If we ever thought we understood which teams were good and which were mediocre, last Sunday's blowout of the Colts by the Rams (and, to a lesser extent, the Panthers' win over the 49ers) blew that notion out of the water. Coming into that game, the Colts had arguably the league's best resume with wins over the Seahawks, Broncos and 49ers (a beatdown on the road no less). The Rams on the other hand had lost three in a row averaging 15 points per game in the process behind journeyman quarterback Kellen Clemens. To paraphrase Lou Manheim* from Wall Street . . .
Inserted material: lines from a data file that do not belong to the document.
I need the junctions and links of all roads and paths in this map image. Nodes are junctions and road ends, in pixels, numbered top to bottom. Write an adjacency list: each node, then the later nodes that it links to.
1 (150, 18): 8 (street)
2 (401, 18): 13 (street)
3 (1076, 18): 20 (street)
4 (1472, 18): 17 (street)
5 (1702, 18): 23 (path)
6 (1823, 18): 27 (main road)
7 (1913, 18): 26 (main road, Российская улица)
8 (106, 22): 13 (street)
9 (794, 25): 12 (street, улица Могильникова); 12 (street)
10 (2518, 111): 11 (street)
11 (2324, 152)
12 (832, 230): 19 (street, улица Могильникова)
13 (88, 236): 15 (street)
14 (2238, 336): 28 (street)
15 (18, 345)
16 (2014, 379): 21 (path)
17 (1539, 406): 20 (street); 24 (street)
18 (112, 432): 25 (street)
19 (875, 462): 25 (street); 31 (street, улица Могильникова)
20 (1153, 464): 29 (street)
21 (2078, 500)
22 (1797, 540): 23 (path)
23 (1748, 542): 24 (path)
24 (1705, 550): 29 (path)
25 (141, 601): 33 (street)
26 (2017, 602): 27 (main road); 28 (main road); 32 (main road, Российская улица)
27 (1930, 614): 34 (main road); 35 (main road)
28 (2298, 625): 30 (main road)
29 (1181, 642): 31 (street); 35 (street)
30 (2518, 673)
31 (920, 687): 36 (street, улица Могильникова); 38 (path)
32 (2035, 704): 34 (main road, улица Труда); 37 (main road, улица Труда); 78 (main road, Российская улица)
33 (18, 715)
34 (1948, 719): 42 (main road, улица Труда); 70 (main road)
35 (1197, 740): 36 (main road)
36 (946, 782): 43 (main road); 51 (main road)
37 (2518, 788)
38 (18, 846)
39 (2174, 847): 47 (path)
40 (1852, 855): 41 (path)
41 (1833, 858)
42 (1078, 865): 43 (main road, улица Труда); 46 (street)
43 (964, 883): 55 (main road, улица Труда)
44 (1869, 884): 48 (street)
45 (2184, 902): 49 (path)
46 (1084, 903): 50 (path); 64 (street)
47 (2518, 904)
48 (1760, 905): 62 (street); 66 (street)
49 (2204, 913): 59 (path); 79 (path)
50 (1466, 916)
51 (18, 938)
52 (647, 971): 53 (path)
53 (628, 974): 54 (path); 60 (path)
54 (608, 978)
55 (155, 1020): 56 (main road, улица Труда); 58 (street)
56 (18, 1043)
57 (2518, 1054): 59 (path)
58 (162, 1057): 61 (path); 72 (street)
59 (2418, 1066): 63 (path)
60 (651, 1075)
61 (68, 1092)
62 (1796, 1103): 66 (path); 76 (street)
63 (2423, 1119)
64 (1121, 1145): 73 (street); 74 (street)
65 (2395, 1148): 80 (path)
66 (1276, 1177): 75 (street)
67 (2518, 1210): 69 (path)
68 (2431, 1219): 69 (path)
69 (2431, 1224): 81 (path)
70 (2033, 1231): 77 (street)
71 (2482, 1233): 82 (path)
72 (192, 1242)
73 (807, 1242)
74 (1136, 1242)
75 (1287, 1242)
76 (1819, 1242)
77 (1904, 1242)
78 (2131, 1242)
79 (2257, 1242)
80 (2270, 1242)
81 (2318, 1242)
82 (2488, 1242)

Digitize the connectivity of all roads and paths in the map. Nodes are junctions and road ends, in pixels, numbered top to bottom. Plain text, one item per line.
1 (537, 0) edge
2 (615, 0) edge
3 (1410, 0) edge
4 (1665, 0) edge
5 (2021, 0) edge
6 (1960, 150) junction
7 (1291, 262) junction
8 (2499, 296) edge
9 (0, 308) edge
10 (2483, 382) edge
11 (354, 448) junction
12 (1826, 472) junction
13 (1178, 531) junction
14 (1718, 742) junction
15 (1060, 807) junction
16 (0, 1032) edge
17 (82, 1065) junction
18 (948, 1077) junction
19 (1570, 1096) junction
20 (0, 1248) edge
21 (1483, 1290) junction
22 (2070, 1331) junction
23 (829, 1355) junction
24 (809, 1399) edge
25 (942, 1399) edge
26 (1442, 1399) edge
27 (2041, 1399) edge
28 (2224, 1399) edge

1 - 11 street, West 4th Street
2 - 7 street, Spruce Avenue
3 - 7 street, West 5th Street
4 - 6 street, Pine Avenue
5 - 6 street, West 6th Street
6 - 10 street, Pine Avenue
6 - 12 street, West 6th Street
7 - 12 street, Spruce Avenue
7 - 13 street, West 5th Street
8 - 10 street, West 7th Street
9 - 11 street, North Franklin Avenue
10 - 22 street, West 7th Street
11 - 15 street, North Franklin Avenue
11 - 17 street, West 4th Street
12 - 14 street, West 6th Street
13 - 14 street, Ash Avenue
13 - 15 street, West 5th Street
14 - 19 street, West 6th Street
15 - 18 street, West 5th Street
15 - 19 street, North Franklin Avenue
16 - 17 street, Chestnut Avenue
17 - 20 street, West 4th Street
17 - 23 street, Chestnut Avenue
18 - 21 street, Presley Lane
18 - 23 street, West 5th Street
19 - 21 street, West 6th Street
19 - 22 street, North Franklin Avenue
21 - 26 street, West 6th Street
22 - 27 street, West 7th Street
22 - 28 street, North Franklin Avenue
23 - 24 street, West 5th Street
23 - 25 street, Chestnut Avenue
Hey, cool backpack. Did you get that at the bookstore? |
With all of that being said, in honor of Mr. Manheim, we're going to stick to the fundamentals in picking this game: (1) the Titans proved that they were capable of losing to the Jaguars and (2) the quarterback match-up is Ryan Fitzpatrick (Harvard) v. Andrew Luck (Stanford) v. If this was a boat race pitting Fitzpatrick and the Winklevoss twins against Luck, Tiger Woods and Sergey Brin,*** I'd go with the Titans. Unfortunately for the Titans, it's a football game.
Endnotes
* In a movie full of grumpy old men, Manheim (played by perpetually grumpy Hal Holbrook) crushes Sir Larry Wildman (Terrance Stamp), narrowly edges Lynch the sales manager (James Karen) but can't quite catch Carl Fox (Martin Sheen) who bitches about everything from his crummy parenting skills to his wife's lousy spaghetti. Unfortunately, he never had the chance to yell at some kids, "HEY, GET THE HELL OUT OF MY AIRPLANE HANGAR!!!"
"Have you even tasted prune juice?!? Of course not. You young people know nothing about suffering." |
*** I'm hoping that a shout-out to Sergey along with the fact that the Fantasy Golf Report has become one of the pillars of the Google empire will land me an invitation to the company holiday party.